__Task prompt__: Copy the entries below word for word, minus the pictures.

__Given records__:

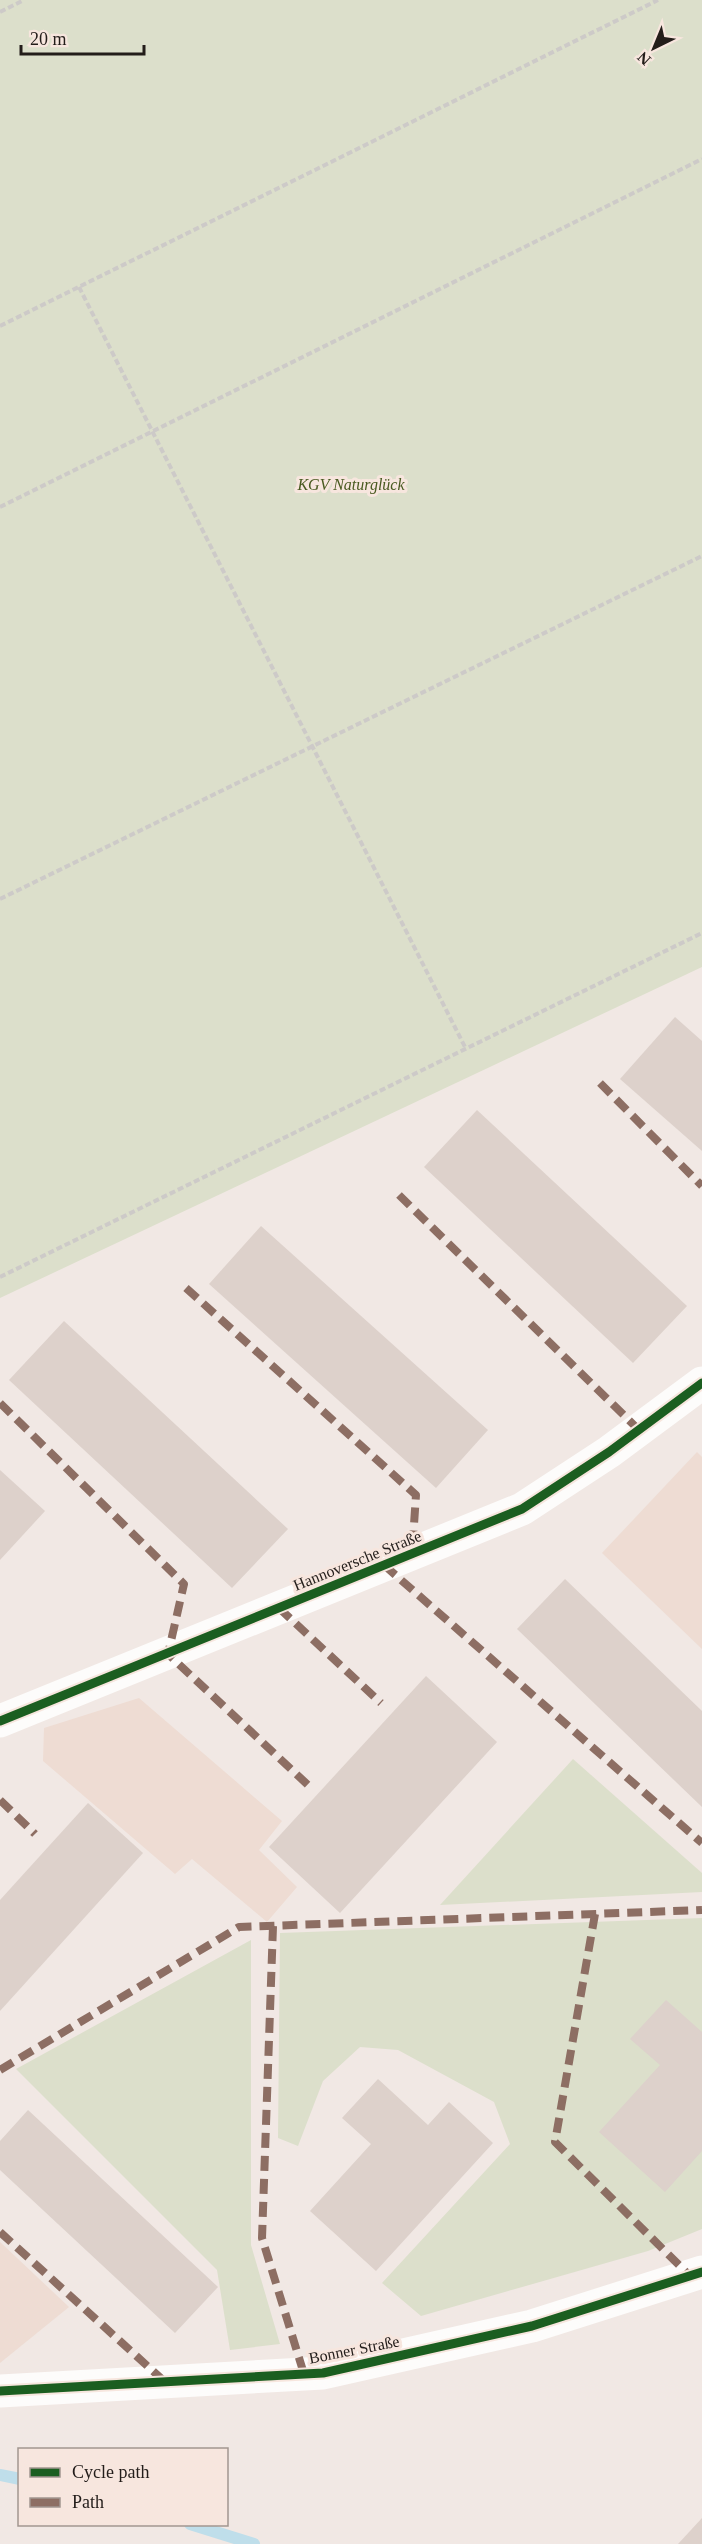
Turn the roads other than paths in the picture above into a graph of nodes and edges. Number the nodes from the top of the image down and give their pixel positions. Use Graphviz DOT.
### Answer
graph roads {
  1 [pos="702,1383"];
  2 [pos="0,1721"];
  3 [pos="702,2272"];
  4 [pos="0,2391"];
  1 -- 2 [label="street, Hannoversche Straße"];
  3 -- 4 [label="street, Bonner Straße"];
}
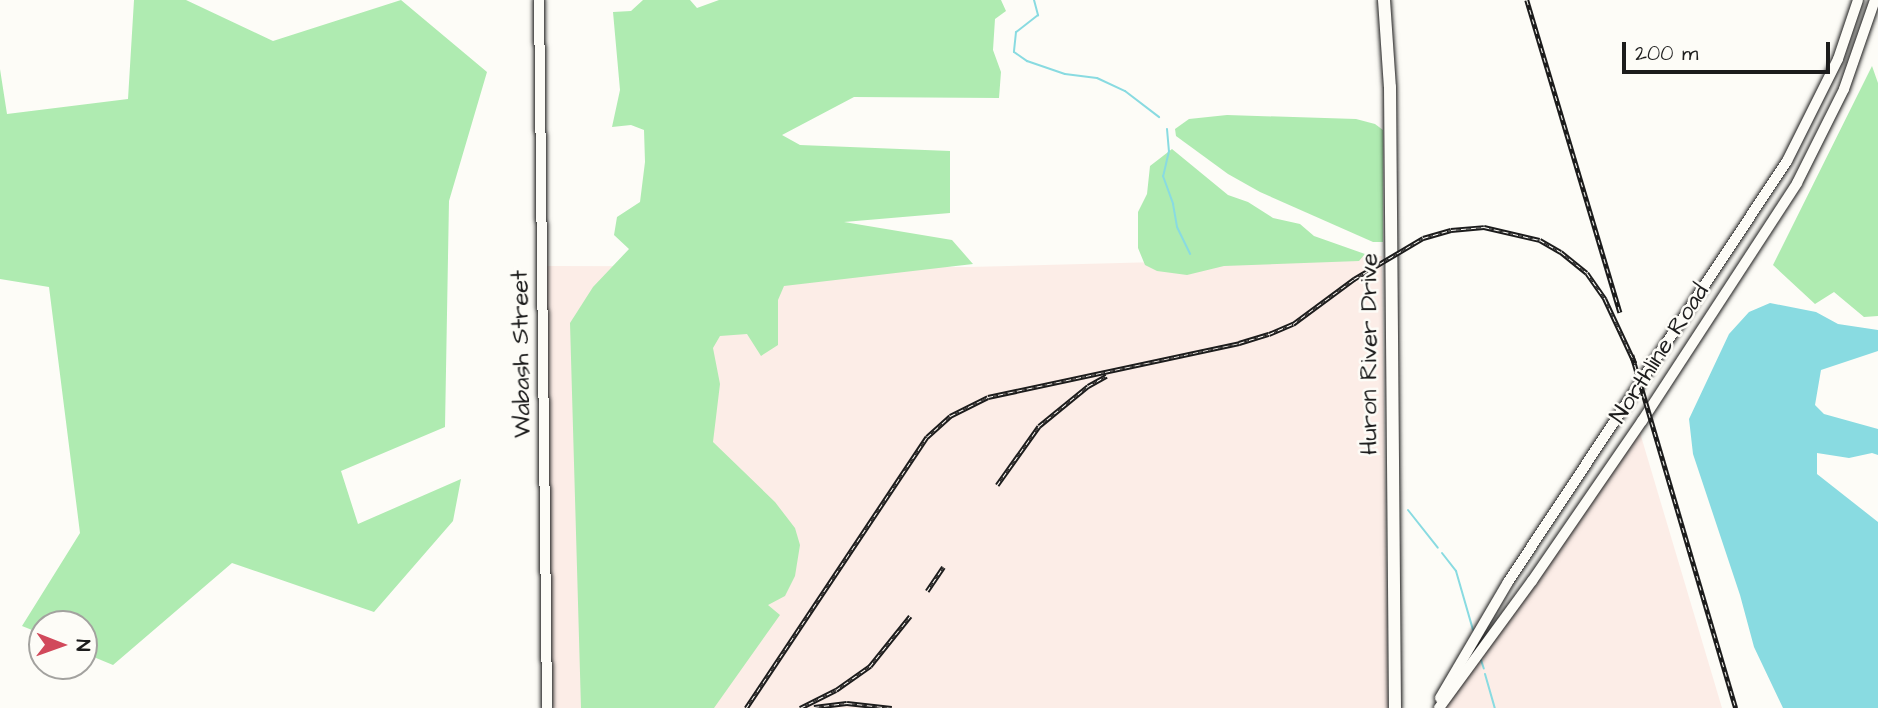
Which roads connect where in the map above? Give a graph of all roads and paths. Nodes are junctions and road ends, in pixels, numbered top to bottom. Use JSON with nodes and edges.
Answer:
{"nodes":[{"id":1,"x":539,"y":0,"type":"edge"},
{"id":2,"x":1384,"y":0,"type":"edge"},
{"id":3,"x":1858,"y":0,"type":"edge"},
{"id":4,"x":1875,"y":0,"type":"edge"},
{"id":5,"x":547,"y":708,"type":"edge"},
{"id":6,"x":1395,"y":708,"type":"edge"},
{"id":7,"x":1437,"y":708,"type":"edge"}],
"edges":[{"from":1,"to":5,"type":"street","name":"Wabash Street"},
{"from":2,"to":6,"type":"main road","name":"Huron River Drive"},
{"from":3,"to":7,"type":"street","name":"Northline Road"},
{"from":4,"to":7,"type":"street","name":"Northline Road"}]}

__Answer to the problem__:
Turn the roads other than paths in the picture above into a graph of nodes and edges. Number the nodes from the top of the image down and give their pixel positions. Use Graphviz DOT.
### Answer
graph roads {
  1 [pos="702,1383"];
  2 [pos="0,1721"];
  3 [pos="702,2272"];
  4 [pos="0,2391"];
  1 -- 2 [label="street, Hannoversche Straße"];
  3 -- 4 [label="street, Bonner Straße"];
}
Which roads connect where in the map above? Give a graph of all roads and paths. Nodes are junctions and road ends, in pixels, numbered top to bottom. Use JSON with nodes and edges.
Answer:
{"nodes":[{"id":1,"x":539,"y":0,"type":"edge"},
{"id":2,"x":1384,"y":0,"type":"edge"},
{"id":3,"x":1858,"y":0,"type":"edge"},
{"id":4,"x":1875,"y":0,"type":"edge"},
{"id":5,"x":547,"y":708,"type":"edge"},
{"id":6,"x":1395,"y":708,"type":"edge"},
{"id":7,"x":1437,"y":708,"type":"edge"}],
"edges":[{"from":1,"to":5,"type":"street","name":"Wabash Street"},
{"from":2,"to":6,"type":"main road","name":"Huron River Drive"},
{"from":3,"to":7,"type":"street","name":"Northline Road"},
{"from":4,"to":7,"type":"street","name":"Northline Road"}]}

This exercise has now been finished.